*Records to process*
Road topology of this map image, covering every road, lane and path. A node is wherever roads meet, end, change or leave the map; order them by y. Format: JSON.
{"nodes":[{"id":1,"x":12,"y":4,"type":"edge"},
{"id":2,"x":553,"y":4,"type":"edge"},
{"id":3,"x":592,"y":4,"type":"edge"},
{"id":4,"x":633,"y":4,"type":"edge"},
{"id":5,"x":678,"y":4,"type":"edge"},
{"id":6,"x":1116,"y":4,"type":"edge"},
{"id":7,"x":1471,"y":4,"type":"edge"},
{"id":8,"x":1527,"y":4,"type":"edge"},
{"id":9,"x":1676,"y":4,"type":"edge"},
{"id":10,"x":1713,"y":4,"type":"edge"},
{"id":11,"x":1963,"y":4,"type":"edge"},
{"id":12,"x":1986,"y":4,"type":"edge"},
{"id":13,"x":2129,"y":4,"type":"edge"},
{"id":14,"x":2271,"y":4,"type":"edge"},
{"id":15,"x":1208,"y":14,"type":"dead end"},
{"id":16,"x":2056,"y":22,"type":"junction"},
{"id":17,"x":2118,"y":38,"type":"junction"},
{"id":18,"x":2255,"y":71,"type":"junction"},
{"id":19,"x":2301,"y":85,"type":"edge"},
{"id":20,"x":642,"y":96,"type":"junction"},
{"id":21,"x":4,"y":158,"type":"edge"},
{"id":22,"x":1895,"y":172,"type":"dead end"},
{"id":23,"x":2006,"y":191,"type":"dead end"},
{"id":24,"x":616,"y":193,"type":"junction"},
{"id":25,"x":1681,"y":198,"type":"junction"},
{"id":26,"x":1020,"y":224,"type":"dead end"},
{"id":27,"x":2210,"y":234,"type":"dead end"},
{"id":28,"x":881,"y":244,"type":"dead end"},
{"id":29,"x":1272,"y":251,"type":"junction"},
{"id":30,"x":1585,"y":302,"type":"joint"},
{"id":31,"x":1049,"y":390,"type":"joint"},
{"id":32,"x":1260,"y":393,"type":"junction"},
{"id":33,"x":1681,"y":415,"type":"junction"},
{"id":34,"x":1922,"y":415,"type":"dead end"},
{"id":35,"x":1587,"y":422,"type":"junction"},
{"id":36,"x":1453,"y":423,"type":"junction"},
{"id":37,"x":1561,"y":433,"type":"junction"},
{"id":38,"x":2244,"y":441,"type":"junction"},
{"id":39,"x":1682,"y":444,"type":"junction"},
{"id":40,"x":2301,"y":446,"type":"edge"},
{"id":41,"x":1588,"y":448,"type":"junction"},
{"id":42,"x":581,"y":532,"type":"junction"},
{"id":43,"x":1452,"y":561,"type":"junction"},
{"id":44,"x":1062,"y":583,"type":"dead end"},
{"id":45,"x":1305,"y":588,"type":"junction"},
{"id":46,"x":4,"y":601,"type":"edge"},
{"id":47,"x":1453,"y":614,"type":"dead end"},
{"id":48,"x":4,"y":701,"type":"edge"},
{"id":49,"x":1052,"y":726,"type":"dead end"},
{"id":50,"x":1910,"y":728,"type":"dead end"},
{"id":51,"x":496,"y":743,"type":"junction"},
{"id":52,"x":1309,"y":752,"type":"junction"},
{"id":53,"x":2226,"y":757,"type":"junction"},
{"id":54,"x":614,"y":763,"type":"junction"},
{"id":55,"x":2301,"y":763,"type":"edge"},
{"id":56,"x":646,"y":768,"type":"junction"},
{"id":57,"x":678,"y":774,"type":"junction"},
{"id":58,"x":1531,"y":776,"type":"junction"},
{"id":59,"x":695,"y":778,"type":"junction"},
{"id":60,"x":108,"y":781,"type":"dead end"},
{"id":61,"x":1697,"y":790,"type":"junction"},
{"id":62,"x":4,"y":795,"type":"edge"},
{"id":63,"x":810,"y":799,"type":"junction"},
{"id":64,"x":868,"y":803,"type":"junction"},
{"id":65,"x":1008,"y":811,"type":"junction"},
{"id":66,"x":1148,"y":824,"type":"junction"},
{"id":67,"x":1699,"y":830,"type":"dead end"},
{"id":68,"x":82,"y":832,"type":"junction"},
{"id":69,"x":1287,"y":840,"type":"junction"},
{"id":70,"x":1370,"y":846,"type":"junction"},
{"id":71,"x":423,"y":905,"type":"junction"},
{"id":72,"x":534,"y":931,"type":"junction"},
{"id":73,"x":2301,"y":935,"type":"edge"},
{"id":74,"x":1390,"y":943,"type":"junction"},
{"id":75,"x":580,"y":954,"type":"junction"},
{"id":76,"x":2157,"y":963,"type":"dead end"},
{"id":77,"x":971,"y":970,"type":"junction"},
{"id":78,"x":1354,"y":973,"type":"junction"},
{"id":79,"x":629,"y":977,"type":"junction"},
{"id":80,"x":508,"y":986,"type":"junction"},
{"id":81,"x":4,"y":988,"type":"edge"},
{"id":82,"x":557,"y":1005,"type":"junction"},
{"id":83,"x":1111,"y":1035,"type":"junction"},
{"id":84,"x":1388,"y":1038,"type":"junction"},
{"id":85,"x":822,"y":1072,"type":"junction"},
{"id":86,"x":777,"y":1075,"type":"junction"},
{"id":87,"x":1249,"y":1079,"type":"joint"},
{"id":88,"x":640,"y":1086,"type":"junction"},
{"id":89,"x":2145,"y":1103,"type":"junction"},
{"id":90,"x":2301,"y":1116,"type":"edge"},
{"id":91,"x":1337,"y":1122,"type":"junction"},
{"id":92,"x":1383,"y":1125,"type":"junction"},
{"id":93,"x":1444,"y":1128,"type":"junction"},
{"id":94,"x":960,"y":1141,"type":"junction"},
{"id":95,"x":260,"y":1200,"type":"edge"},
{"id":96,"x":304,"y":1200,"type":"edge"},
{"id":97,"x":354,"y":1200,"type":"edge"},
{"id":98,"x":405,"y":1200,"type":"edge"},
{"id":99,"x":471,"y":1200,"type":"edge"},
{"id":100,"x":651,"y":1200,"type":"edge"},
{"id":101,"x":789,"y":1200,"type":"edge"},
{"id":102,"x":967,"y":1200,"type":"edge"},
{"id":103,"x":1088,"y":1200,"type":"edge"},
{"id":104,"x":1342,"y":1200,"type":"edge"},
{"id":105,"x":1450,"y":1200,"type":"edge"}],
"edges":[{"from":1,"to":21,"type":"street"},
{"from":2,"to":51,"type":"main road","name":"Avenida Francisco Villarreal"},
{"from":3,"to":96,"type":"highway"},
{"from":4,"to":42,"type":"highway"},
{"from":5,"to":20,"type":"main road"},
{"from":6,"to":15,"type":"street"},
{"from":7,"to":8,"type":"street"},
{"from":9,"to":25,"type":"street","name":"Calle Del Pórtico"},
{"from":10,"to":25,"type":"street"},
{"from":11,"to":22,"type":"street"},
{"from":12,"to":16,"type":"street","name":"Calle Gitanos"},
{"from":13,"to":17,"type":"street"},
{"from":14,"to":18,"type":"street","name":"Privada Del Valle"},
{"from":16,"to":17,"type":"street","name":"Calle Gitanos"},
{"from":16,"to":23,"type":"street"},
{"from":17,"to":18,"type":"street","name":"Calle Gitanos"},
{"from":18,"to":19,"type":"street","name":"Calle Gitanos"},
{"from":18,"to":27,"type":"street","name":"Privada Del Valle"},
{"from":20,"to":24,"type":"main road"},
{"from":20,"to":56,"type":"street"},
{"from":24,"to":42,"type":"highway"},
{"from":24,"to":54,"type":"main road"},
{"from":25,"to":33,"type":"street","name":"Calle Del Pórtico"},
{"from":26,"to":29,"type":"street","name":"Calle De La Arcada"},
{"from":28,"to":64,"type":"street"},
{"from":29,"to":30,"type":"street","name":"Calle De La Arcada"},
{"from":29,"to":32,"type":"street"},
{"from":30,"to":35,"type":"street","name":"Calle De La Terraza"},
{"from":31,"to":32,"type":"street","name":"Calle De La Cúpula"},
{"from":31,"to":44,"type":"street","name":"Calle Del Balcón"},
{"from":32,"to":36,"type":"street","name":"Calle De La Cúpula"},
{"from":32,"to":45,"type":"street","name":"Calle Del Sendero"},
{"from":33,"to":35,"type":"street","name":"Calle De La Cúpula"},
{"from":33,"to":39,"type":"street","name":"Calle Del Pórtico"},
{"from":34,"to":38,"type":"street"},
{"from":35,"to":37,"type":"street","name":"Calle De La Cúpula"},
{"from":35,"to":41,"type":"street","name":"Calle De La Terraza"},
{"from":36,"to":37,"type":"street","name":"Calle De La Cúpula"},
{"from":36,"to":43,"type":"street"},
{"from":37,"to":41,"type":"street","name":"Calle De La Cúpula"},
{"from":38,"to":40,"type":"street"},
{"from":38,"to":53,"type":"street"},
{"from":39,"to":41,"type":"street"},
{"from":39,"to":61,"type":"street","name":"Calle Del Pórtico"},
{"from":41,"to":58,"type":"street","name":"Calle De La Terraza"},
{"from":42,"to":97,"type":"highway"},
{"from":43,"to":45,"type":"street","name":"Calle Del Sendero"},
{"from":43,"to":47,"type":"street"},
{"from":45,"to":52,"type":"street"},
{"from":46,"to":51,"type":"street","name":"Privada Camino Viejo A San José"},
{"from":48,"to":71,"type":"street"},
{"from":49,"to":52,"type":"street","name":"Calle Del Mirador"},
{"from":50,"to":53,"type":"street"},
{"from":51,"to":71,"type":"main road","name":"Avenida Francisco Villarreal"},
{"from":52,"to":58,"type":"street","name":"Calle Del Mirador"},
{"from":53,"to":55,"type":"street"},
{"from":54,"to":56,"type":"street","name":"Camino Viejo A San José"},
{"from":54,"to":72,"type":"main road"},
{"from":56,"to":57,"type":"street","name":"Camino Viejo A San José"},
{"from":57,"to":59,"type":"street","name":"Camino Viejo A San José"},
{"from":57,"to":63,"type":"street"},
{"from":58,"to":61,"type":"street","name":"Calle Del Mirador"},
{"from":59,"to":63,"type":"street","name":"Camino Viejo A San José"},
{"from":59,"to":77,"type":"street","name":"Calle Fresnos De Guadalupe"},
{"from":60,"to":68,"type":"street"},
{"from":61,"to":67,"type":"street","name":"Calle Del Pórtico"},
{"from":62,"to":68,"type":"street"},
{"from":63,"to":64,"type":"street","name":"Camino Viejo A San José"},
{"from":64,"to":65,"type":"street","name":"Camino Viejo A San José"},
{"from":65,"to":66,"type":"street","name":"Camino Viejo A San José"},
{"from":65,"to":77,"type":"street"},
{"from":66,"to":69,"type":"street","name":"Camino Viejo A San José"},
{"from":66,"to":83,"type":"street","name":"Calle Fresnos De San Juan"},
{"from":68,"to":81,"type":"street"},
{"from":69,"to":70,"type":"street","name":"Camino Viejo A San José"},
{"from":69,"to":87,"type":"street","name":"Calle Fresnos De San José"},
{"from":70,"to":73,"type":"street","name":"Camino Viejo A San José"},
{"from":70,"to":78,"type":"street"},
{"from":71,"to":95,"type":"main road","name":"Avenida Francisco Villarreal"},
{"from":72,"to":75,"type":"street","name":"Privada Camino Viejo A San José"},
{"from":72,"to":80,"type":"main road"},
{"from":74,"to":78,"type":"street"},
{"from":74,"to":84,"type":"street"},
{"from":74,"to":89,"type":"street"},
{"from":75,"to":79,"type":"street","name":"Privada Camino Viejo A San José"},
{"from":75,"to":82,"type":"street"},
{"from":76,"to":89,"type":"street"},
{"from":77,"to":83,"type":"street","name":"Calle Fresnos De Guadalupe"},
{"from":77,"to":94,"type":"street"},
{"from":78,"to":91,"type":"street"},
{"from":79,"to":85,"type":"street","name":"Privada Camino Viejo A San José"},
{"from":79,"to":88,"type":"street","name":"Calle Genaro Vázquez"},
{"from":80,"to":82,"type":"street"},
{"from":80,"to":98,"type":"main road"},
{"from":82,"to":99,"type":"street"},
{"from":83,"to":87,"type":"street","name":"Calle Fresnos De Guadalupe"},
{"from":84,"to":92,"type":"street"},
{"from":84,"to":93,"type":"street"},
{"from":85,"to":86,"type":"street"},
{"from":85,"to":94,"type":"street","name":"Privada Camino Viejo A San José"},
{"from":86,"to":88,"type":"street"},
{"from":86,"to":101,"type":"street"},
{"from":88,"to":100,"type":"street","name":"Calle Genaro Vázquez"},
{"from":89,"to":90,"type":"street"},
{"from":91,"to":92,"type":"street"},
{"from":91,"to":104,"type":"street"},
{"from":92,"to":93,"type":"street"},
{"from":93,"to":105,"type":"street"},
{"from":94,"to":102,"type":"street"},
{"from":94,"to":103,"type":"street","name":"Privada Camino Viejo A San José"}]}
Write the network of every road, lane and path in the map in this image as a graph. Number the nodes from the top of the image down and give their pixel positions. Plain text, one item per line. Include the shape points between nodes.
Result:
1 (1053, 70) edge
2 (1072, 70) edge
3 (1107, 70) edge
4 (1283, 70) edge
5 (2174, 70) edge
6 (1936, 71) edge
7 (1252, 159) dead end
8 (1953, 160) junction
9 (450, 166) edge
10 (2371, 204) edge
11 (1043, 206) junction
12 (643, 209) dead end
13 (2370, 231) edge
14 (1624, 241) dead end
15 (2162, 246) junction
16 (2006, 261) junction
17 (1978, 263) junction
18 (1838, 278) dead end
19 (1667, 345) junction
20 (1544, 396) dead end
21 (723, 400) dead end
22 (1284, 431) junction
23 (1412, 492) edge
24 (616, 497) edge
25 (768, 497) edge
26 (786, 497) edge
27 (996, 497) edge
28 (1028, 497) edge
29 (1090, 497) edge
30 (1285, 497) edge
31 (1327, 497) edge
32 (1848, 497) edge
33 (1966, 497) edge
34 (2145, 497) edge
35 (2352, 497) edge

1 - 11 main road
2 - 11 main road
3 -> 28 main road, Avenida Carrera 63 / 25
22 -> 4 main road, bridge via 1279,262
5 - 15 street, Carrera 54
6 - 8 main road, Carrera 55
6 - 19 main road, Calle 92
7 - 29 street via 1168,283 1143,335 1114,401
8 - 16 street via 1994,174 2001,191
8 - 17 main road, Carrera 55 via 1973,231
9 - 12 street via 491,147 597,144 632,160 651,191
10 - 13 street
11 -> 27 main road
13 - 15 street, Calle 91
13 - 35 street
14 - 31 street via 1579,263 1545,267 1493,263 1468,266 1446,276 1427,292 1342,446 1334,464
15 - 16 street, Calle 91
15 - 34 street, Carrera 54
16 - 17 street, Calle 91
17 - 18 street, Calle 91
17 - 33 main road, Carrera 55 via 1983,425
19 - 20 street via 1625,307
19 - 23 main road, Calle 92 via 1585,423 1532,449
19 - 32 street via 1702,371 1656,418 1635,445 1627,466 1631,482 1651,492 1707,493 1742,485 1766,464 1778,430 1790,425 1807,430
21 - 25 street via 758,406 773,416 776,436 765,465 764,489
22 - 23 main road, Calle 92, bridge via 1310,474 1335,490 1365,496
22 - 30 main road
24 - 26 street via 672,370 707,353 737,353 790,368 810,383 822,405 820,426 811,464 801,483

*Required work*
Only lines containing the string "Gitanos" are needed. Pull each of them out of the records above.

*Expected answer*
{"from":12,"to":16,"type":"street","name":"Calle Gitanos"},
{"from":16,"to":17,"type":"street","name":"Calle Gitanos"},
{"from":17,"to":18,"type":"street","name":"Calle Gitanos"},
{"from":18,"to":19,"type":"street","name":"Calle Gitanos"},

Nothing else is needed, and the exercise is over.